Advocates Worry About New Era Of Secrecy On Campus Rape

Concerns were raised after the Department of Education failed to publicize the outcome of a Title IX investigation, a break with transparency of the past. "This is deeply concerning."

Advocates for campus sexual assault victims fear the Education Department under Betsy Devos will try to diminish attention on campus rape by rolling back the Obama-era practice of publicizing results of university investigations into Title IX violations.

Concerns were raised following the announcement Monday by the University of Alaska system that it had signed an agreement with the Education Department’s Office for Civil Rights to end a three-year review into how it handles sexual assault complaints. However, by Thursday, the Education Department had not released any information about the case, and it would not say if it planned to.

The silence is a break from how the department closed major sexual assault investigations in recent years. Since 2014, it has issued press releases to announce when probes of how colleges handled rape reports ended. It generally posted on its website agreements reached between the schools and the department and the findings from the investigations, and it stated whether the school had violated Title IX, the gender equity law.

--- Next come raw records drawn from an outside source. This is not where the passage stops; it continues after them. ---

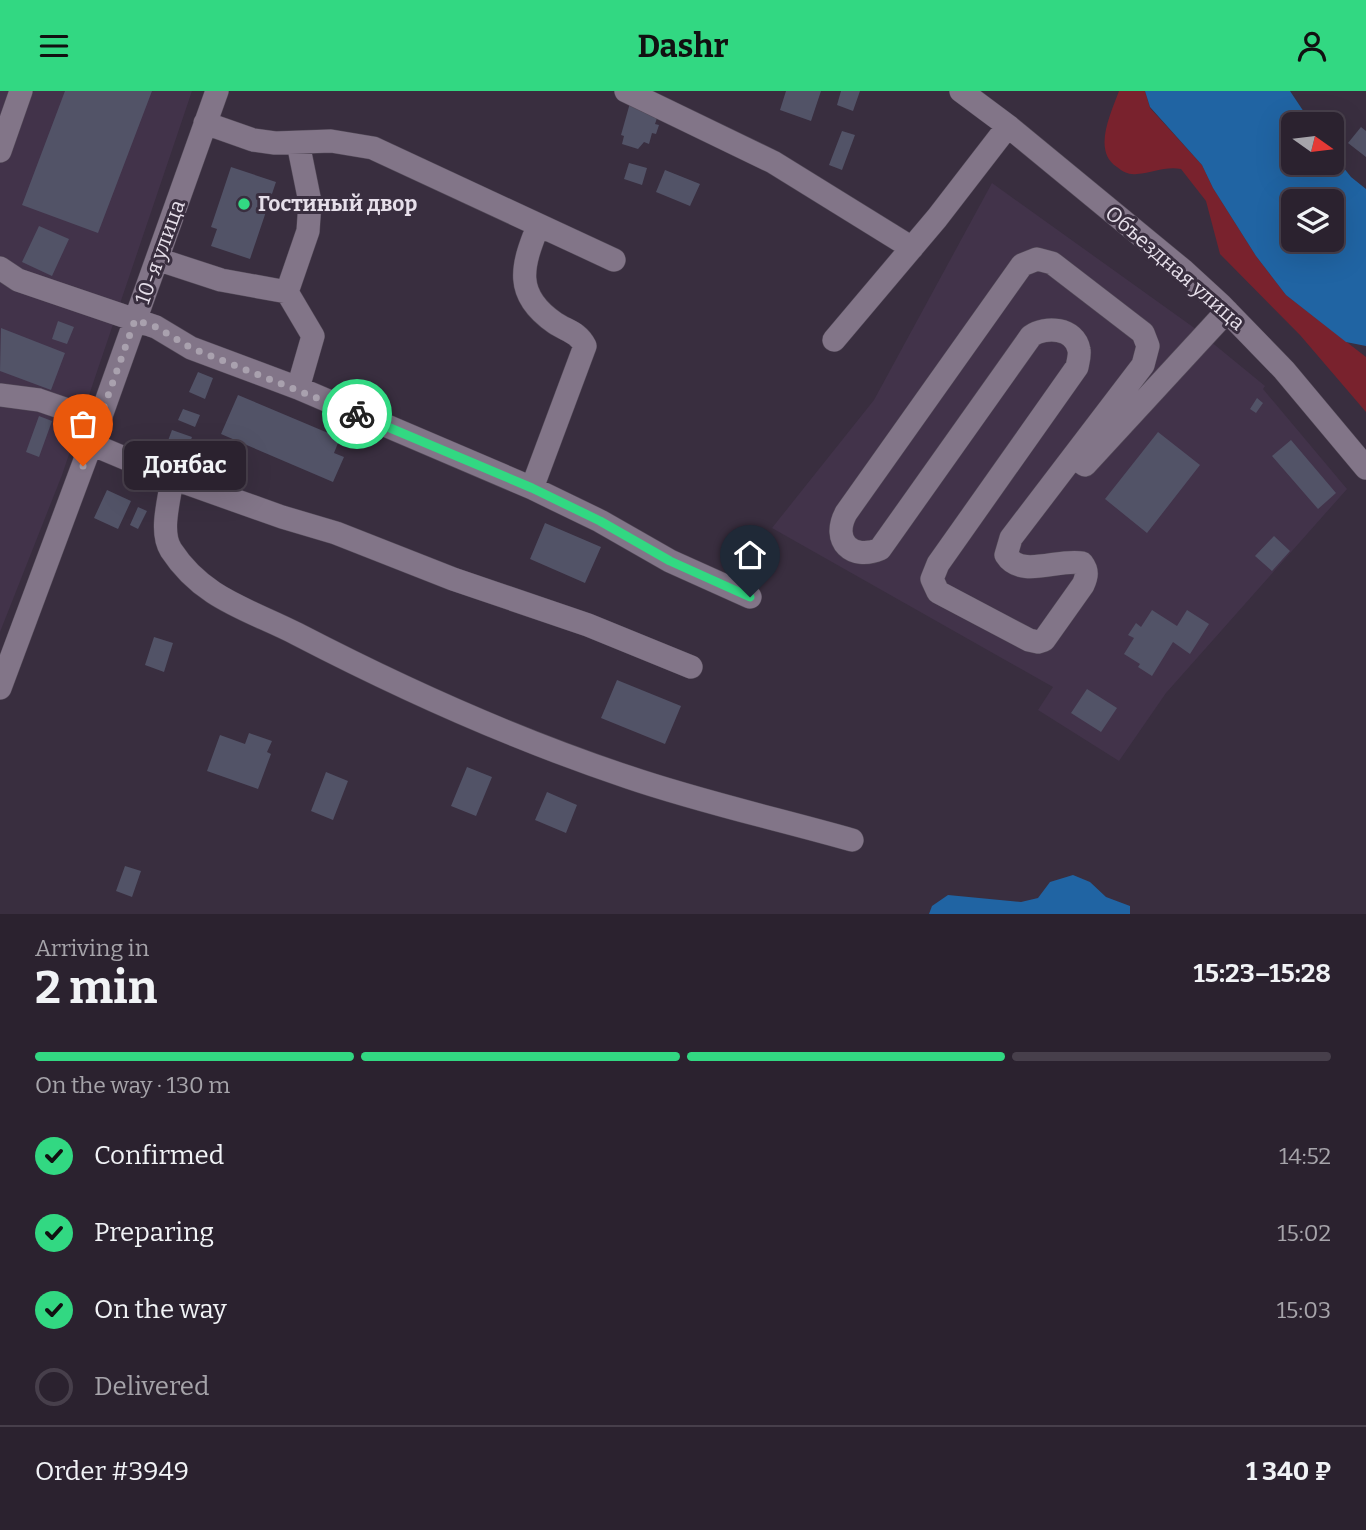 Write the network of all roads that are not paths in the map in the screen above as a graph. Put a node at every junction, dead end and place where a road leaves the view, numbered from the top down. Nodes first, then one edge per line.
1 (21, 91) edge
2 (217, 91) edge
3 (626, 91) edge
4 (961, 91) edge
5 (205, 123) junction
6 (1008, 126) junction
7 (298, 143) junction
8 (0, 151) edge
9 (538, 226) junction
10 (912, 248) junction
11 (157, 258) junction
12 (614, 260) dead end
13 (0, 268) edge
14 (287, 292) junction
15 (1227, 311) junction
16 (135, 320) junction
17 (834, 340) dead end
18 (298, 389) junction
19 (0, 395) edge
20 (100, 421) junction
21 (91, 444) junction
22 (1073, 457) junction
23 (1366, 468) edge
24 (172, 478) junction
25 (532, 488) junction
26 (750, 597) dead end
27 (691, 667) dead end
28 (0, 688) edge
29 (852, 840) dead end

1 - 8 street
2 - 5 street, 10-я улица
3 - 10 street
4 - 6 street, Объездная улица
5 - 7 street
5 - 11 street, 10-я улица
6 - 10 street
6 - 15 street, Объездная улица
7 - 9 street
7 - 14 street
9 - 12 street
9 - 25 street
10 - 17 street
11 - 14 street
11 - 16 street, 10-я улица
13 - 16 street
14 - 18 street
15 - 22 street
15 - 23 street, Объездная улица
16 - 18 street
16 - 20 street, 10-я улица
18 - 25 street
19 - 20 street
20 - 21 street, 10-я улица
21 - 24 street
21 - 28 street, 10-я улица
22 - 22 street
24 - 27 street
24 - 29 street
25 - 26 street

“This is deeply concerning,” Dana Bolger, a co-founder of the advocacy group Know Your IX, told BuzzFeed News. “Letters of finding are critical to exposing what's gone on on campus, helping students hold their schools accountable, and affirming survivors' experiences. Students and their families have the right to know of schools' noncompliance with the law.”

Over the past month, advocates for sexual assault victims have hounded DeVos, urging her to continue Obama-era policies on how the department enforces Title IX. Many fear that the department will be less aggressive, and could become less transparent, in its handling of Title IX investigations.

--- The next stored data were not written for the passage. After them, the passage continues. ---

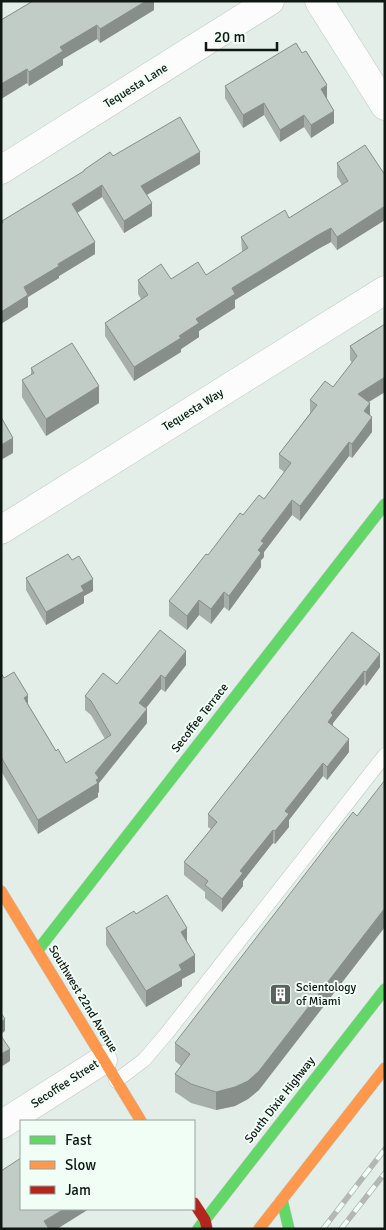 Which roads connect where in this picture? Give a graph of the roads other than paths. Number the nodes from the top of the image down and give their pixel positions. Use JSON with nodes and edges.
{"nodes":[{"id":1,"x":270,"y":1,"type":"edge"},
{"id":2,"x":320,"y":1,"type":"edge"},
{"id":3,"x":385,"y":106,"type":"edge"},
{"id":4,"x":1,"y":170,"type":"edge"},
{"id":5,"x":385,"y":290,"type":"edge"},
{"id":6,"x":385,"y":504,"type":"edge"},
{"id":7,"x":1,"y":530,"type":"edge"},
{"id":8,"x":385,"y":755,"type":"edge"},
{"id":9,"x":1,"y":891,"type":"edge"},
{"id":10,"x":38,"y":950,"type":"junction"},
{"id":11,"x":385,"y":989,"type":"edge"},
{"id":12,"x":385,"y":1068,"type":"edge"},
{"id":13,"x":110,"y":1070,"type":"junction"},
{"id":14,"x":140,"y":1120,"type":"edge"},
{"id":15,"x":1,"y":1126,"type":"edge"},
{"id":16,"x":282,"y":1200,"type":"junction"},
{"id":17,"x":195,"y":1206,"type":"edge"},
{"id":18,"x":203,"y":1226,"type":"edge"},
{"id":19,"x":218,"y":1229,"type":"edge"},
{"id":20,"x":259,"y":1229,"type":"edge"},
{"id":21,"x":289,"y":1229,"type":"edge"}],
"edges":[{"from":1,"to":4,"type":"street","name":"Tequesta Lane"},
{"from":2,"to":3,"type":"street"},
{"from":5,"to":7,"type":"street","name":"Tequesta Way"},
{"from":6,"to":10,"type":"main road","name":"Secoffee Terrace"},
{"from":8,"to":13,"type":"lane"},
{"from":9,"to":10,"type":"main road","name":"Southwest 22nd Avenue"},
{"from":10,"to":13,"type":"main road","name":"Southwest 22nd Avenue"},
{"from":11,"to":18,"type":"main road","name":"South Dixie Highway"},
{"from":12,"to":16,"type":"main road"},
{"from":13,"to":14,"type":"main road","name":"Southwest 22nd Avenue"},
{"from":13,"to":15,"type":"street","name":"Secoffee Street"},
{"from":16,"to":20,"type":"main road"},
{"from":16,"to":21,"type":"main road"},
{"from":17,"to":18,"type":"main road"},
{"from":18,"to":19,"type":"main road"}]} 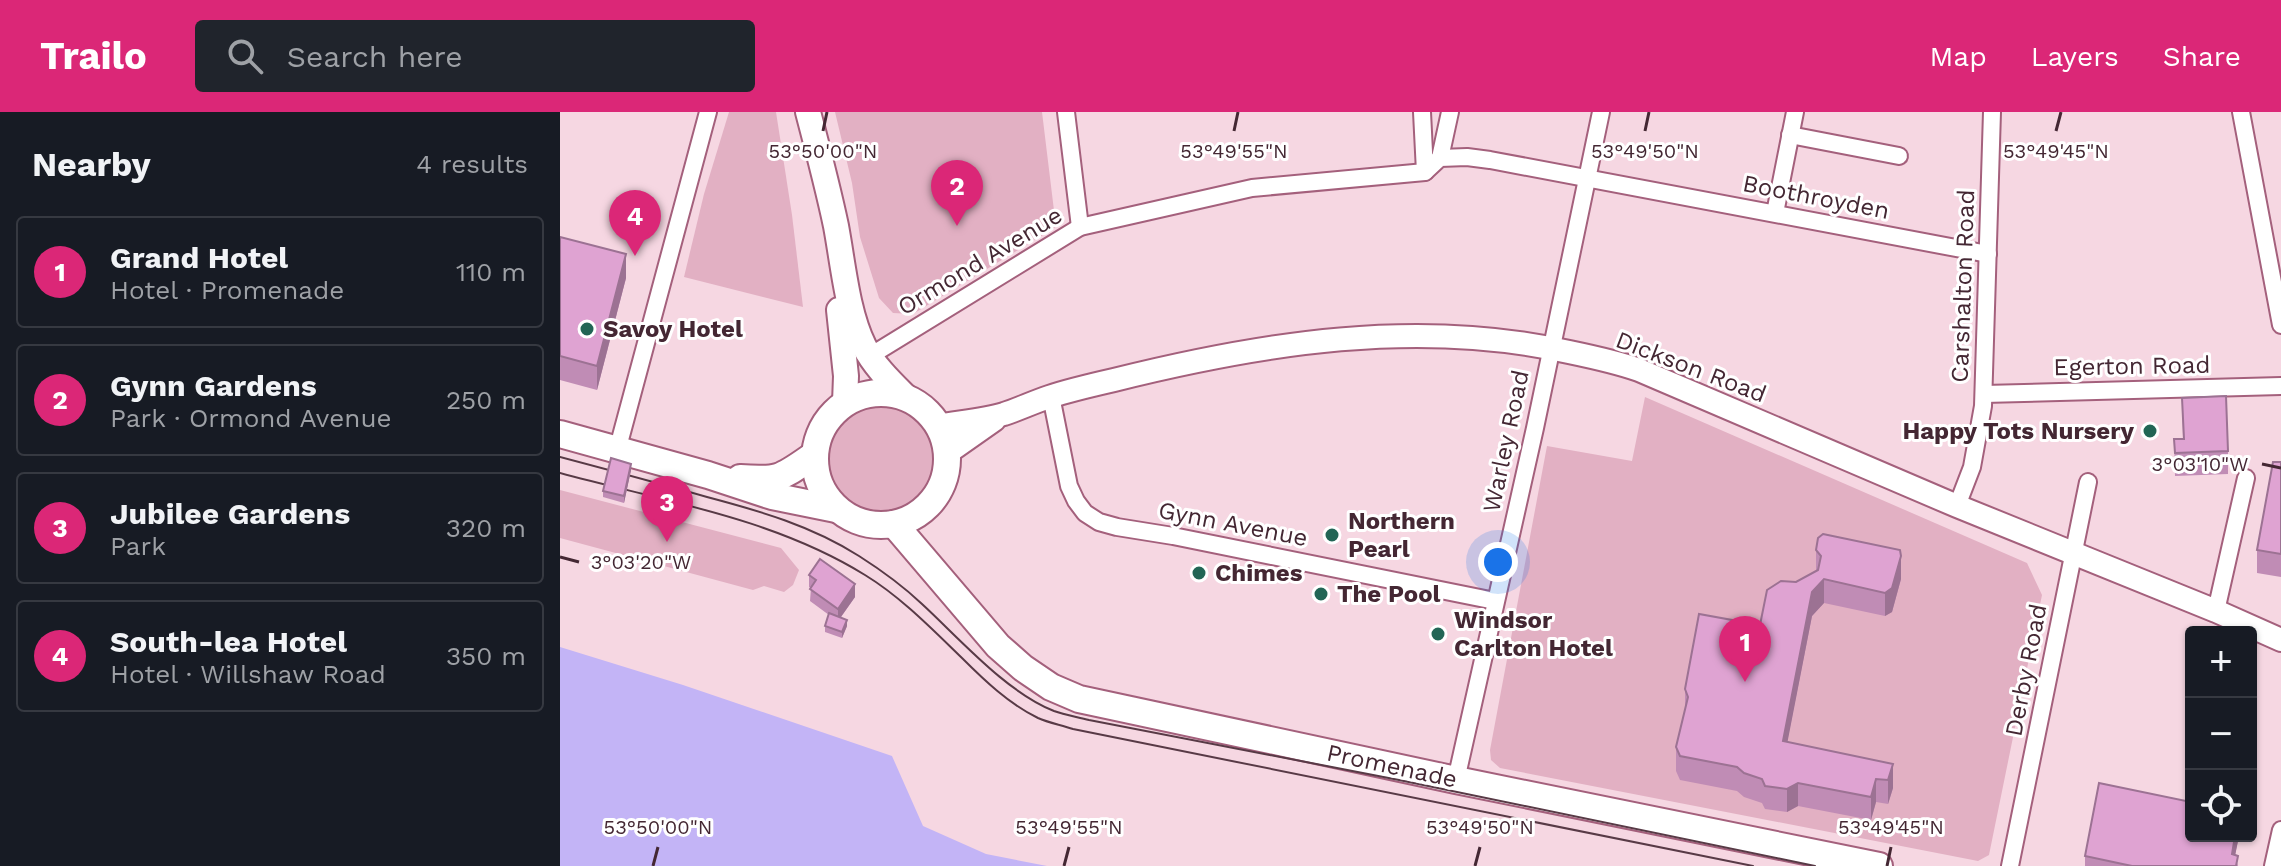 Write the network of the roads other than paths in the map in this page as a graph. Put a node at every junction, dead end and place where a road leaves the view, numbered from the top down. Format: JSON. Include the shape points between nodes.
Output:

“It’s really important for people to be able to see how these complaints are being resolved,” said Neena Chaudhry, senior counsel at the National Women’s Law Center. “It helps other schools better understand what they need to be doing, and it gives students and families greater confidence that OCR is protecting their civil rights.”

The Education Department started proactively releasing results from Title IX investigations after President Obama’s White House task force on campus sexual assault promised in 2014 to make its civil rights work more transparent. During the George W. Bush administration, reporters and members of the public typically needed to file Freedom Of Information Act requests to get copies of these investigation outcomes.

“If Trump's Office for Civil Rights is planning to plunge campus rape back into the shadows, they should expect to hear from us.”

After the university’s Monday announcement, BuzzFeed News made several requests for comment from the Education Department. No one at the department would say if it still plans to make public outcomes of Title IX investigations or whether it planned to release findings from the Alaska investigation.

“We're not going to stand for a return to the black box,” Bolger said. “If Trump's OCR is planning to plunge campus rape back into the shadows, they should expect to hear from us.”

The silence from the department “could signal a shift back to no longer publicizing this information,” said S. Daniel Carter, a campus safety consultant.

The voluntary resolutions that schools sign to end an investigation come after a 90-day negotiation period, and they lay out what reforms the institutions will make to improve their handling of sexual assault complaints. A resolution letter with the federal probe’s findings is typically released to the university within a couple of days after a school signs the agreement, according to Carter.

There was previously a scare among advocates when the Education Department failed to make an updated list of colleges under Title IX investigations available to reporters. The issue was addressed within a day, but it spooked anti-violence groups who feared the department was inching away from transparency.

University of Alaska officials told BuzzFeed News they received the government’s findings on Thursday and posted the contents on its website. James R. Johnsen, president of the university system, described the findings as highlighting “very serious failures.”

One failure cited in the government’s findings was that the school frequently failed to investigate reports of students committing sexual assaults, and didn’t offer help to victims. In one case, the school disciplined a student for underage drinking after she was “found in a university residential building intoxicated, unconscious, and wrapped in a blanket with her clothing partially undone,” according to the findings. Case records showed a soldier was court-martialed for sexually assaulting that student and received three years of confinement for it.

As a result of the Title IX investigation, the university system must now reexamine two dozen cases from 2011 through 2015.